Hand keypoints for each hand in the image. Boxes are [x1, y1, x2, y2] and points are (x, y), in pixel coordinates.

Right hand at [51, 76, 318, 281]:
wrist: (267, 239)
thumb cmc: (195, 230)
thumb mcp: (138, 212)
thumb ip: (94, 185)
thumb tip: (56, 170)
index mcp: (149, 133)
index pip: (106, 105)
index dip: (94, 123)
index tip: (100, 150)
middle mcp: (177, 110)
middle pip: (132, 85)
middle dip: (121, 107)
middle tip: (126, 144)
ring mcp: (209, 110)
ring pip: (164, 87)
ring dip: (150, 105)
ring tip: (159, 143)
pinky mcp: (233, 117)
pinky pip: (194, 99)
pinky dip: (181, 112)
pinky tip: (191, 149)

* * * *

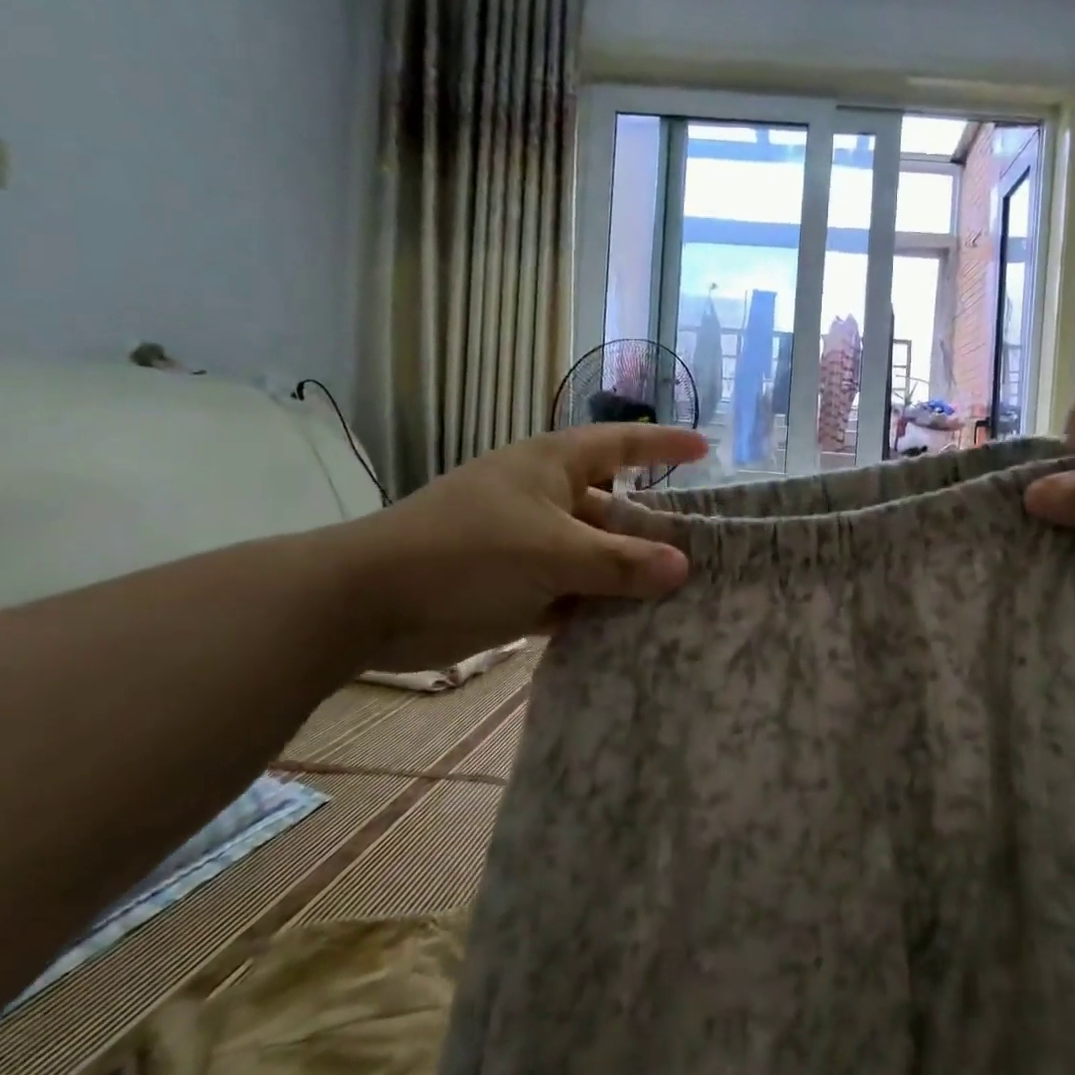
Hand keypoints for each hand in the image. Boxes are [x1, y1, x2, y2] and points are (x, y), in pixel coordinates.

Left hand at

* * * *

Restate word for word the entries above from the line with "ring pip: (164, 87)" through the line with "pinky tip: (191, 149)", inclusive, leaving out everything else.

ring pip: (164, 87)
ring dip: (150, 105)
ring tip: (159, 143)
pinky mcp: (233, 117)
pinky pip: (194, 99)
pinky dip: (181, 112)
pinky tip: (191, 149)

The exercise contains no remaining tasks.